# Dom DeLuise



## MA-Caver (May 5, 2009)

This man was the source of many moments of gut busting laughter and wonderful quotable lines 
Dom: "...What the hell are you doing! This is a closed set!" 
Slim Pickens: "I'm working for Mel Brooks" (and draws back a fist)
Dom: "Not in the face!!!" (punched in the gut)...(weakly) "thank you..." 

RIP Dom :asian: 



> *Dom DeLuise, actor, comedian and chef, dies at 75*
> 
> 
> 
> ...


----------



## celtic_crippler (May 5, 2009)

.


----------



## seasoned (May 5, 2009)

.


----------



## shesulsa (May 5, 2009)

I laughed until I cried at some of his work.  Thanks for the laff break now and again, Dom. God bless ya. :asian:


----------



## jks9199 (May 5, 2009)

He'll be missed...  Few people seemed to bring such joy to everything they did.


----------



## Bob Hubbard (May 5, 2009)

.


----------



## Gordon Nore (May 5, 2009)

An enduring talent. :asian:


----------



## Andy Moynihan (May 5, 2009)

:asian:


----------



## bluekey88 (May 5, 2009)

.


----------



## matt.m (May 5, 2009)

Man that guy is great.  Truly a comic genius and legend.


----------



## stickarts (May 5, 2009)

He was great.


----------



## MJS (May 6, 2009)

.


----------



## morph4me (May 6, 2009)

.


----------



## terryl965 (May 6, 2009)

He will be missed such a wonderful and thoughtful man


----------



## Drac (May 6, 2009)

R.I.P Sir...

Here is a TRUE story...A buddy of mine worked at the Cleveland Playhouse..Mr.
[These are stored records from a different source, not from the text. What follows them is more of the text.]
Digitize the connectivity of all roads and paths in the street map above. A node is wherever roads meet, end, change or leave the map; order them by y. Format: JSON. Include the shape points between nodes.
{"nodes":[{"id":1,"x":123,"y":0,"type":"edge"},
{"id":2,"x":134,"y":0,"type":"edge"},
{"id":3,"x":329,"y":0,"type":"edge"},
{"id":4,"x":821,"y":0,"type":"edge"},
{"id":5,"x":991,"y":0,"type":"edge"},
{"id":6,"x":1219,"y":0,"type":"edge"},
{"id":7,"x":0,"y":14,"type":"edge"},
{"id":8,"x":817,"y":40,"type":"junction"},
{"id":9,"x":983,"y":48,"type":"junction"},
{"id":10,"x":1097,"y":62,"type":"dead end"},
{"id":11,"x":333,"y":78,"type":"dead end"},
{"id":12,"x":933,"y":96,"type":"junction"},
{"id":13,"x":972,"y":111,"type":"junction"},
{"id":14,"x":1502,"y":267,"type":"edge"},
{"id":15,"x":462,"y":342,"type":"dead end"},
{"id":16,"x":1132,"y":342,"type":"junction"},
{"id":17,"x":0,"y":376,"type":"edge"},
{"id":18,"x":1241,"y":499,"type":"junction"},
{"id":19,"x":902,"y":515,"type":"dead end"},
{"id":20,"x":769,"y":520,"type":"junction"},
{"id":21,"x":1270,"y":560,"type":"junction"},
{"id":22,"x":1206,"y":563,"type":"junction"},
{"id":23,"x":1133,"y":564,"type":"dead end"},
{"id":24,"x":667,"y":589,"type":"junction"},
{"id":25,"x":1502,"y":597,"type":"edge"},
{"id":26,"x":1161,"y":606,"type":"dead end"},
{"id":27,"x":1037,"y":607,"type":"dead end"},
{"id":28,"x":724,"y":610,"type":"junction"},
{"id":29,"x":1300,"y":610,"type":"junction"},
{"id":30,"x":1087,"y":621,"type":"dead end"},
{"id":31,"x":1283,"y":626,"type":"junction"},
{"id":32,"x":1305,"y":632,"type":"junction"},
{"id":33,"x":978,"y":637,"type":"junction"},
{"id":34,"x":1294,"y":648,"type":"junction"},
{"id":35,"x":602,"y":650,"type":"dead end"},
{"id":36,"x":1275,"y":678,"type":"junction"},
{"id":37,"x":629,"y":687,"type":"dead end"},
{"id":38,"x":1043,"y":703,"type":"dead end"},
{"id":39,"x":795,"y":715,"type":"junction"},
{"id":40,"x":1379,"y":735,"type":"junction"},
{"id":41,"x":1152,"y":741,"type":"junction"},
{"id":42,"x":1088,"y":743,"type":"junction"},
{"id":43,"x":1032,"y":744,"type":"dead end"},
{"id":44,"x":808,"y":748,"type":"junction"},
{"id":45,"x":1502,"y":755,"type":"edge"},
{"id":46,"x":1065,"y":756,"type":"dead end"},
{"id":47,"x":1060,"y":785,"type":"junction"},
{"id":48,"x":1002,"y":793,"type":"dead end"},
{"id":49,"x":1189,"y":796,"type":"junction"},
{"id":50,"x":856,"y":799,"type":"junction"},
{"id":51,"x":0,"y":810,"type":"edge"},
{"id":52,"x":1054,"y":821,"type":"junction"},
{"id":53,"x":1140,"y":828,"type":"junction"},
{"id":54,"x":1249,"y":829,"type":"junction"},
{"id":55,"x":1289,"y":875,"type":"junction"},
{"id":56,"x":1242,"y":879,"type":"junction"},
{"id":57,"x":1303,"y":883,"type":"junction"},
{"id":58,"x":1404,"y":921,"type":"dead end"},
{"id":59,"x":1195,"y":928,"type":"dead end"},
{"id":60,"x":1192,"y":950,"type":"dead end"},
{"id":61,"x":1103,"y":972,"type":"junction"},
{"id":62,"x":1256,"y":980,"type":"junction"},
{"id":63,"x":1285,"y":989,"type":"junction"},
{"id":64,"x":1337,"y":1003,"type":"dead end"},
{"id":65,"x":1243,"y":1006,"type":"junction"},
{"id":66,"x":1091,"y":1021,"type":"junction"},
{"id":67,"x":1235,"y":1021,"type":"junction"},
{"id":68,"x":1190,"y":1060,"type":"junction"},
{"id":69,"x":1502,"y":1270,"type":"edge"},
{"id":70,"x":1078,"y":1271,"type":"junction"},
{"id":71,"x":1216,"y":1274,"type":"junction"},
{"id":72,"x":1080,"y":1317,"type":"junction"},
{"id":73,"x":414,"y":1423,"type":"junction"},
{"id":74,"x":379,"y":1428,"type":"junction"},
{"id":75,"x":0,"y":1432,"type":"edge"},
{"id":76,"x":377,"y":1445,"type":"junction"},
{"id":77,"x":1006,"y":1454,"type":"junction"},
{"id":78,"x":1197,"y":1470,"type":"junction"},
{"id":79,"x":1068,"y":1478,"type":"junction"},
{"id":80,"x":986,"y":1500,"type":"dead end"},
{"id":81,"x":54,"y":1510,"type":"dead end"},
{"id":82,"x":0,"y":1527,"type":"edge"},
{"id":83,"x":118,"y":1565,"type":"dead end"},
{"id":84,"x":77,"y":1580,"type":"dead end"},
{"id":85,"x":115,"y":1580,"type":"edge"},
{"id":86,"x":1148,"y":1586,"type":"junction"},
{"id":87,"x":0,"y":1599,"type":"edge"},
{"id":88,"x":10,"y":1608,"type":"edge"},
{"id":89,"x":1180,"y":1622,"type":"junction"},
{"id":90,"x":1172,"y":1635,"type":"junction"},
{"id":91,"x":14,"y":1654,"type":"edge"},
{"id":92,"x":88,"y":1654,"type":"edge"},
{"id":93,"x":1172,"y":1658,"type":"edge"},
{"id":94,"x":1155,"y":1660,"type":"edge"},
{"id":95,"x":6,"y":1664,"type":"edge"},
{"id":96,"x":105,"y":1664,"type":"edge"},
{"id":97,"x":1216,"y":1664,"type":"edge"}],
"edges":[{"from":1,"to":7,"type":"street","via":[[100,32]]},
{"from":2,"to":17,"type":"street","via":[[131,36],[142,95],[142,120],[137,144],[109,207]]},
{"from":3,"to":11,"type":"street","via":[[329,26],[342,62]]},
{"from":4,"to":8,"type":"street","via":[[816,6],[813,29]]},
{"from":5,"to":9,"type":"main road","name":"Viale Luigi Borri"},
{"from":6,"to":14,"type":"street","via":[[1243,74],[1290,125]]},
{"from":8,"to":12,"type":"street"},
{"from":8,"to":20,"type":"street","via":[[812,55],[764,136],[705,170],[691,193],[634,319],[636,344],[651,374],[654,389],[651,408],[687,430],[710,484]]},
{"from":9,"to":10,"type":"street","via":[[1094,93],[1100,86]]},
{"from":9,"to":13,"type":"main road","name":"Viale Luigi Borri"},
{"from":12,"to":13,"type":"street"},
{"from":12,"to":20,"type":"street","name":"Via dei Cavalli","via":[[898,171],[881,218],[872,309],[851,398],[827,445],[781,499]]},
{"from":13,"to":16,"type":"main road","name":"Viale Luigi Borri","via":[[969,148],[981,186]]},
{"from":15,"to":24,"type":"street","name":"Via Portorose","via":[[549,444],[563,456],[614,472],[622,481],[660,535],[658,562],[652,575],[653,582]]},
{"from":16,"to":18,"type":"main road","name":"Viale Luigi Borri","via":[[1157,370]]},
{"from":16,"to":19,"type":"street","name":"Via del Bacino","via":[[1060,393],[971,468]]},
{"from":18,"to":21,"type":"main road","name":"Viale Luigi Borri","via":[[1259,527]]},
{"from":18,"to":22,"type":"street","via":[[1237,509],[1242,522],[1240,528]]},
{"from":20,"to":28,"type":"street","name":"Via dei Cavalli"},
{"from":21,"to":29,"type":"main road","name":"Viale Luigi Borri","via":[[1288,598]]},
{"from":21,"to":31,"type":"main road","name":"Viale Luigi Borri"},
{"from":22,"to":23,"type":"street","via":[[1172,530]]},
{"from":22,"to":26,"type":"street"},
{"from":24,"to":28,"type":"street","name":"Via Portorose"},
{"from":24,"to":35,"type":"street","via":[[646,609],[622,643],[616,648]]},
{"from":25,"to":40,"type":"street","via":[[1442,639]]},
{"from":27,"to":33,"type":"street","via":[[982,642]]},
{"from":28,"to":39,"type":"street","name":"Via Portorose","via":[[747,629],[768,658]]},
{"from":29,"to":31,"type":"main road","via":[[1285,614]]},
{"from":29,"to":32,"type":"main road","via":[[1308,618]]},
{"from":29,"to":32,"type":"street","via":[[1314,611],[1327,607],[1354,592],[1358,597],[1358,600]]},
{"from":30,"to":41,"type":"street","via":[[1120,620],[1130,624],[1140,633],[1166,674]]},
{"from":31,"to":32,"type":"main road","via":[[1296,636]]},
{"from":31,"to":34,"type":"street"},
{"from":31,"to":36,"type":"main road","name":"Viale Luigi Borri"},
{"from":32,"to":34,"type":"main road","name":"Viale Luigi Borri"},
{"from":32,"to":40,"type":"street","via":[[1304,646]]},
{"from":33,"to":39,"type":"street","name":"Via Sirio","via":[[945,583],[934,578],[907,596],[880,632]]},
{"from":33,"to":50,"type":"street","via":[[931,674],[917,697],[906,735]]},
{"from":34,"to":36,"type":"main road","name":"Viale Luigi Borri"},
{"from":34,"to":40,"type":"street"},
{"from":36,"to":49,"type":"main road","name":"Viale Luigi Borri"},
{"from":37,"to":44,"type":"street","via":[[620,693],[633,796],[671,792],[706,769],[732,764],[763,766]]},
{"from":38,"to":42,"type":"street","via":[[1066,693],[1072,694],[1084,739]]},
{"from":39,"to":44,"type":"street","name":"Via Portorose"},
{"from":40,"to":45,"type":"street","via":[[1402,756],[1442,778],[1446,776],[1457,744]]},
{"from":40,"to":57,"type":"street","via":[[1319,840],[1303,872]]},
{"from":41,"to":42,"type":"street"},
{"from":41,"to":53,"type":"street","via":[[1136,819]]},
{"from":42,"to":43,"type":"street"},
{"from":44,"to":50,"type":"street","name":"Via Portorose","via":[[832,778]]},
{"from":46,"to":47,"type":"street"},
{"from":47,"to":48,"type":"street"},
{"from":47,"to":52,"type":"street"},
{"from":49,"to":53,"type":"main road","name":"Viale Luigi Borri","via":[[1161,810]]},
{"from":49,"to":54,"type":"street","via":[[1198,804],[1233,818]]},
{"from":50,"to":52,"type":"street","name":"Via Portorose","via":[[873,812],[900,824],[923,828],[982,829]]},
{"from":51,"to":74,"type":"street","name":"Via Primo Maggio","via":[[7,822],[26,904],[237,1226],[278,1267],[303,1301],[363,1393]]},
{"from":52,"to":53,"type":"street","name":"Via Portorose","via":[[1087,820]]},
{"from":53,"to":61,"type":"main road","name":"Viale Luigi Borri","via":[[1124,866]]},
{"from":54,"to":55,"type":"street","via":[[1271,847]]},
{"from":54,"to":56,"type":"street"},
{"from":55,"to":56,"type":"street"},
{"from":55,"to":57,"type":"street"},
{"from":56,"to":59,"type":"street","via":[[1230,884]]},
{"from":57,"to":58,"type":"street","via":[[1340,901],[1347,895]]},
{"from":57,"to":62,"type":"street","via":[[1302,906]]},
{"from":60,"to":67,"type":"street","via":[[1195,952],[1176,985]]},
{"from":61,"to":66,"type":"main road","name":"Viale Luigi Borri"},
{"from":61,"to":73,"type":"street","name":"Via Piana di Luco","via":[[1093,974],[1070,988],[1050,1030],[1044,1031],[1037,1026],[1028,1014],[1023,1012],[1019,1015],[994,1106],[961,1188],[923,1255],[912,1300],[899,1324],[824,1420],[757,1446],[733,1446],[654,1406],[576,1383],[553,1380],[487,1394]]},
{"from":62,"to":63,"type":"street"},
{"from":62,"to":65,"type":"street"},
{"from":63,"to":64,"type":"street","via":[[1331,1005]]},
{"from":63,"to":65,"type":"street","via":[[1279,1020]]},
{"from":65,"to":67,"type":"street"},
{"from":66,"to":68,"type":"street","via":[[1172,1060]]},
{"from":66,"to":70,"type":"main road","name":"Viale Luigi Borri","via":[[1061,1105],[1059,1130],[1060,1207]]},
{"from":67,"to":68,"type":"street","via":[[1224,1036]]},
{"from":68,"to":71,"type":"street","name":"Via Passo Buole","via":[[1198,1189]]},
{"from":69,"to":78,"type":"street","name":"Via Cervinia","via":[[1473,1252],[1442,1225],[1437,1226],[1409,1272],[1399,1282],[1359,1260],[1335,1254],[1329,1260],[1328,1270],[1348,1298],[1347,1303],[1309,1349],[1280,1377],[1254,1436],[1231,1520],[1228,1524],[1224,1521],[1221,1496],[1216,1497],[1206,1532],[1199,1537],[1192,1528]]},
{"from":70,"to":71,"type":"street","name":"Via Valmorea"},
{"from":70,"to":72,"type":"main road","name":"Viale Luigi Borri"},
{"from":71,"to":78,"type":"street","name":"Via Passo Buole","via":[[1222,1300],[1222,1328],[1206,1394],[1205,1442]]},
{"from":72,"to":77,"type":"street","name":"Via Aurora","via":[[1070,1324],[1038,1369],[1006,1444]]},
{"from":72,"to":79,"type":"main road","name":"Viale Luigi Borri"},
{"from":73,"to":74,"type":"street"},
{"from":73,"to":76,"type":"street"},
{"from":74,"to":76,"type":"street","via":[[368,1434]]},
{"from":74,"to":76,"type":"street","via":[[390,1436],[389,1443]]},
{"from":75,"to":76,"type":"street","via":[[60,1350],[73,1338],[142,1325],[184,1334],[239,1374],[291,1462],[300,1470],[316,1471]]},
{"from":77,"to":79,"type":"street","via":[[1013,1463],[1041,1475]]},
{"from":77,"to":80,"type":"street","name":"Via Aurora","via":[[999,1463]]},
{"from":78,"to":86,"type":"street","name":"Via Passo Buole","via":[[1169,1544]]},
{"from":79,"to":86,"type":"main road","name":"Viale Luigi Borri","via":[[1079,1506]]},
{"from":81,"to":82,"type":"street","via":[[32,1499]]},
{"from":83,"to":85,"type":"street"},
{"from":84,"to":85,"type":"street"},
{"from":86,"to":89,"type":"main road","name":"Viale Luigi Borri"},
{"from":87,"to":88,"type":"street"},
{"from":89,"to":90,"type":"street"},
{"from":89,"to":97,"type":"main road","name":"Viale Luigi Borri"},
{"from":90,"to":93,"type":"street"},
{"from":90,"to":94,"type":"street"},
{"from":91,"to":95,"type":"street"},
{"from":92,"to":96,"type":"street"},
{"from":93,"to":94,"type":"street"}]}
DeLuise was appearing there and was being shown by one of the owners..As they were approching him for an introduction he suddenly doubled over in laughter..When the owner asked him "What's so dammed funny?". All he could get out was " Silent Movie, the Coke machine"..At that point Mr. DeLuise started laughing as hard as my bud..They both wound up on the floor laughing until they cried...


----------



## arnisador (May 6, 2009)

.


----------



## ShelleyK (May 6, 2009)

Thought you all might like to remember him in better days!


----------



## IcemanSK (May 9, 2009)

RIP to an incredibly funny man.


----------



## searcher (May 17, 2009)

.


----------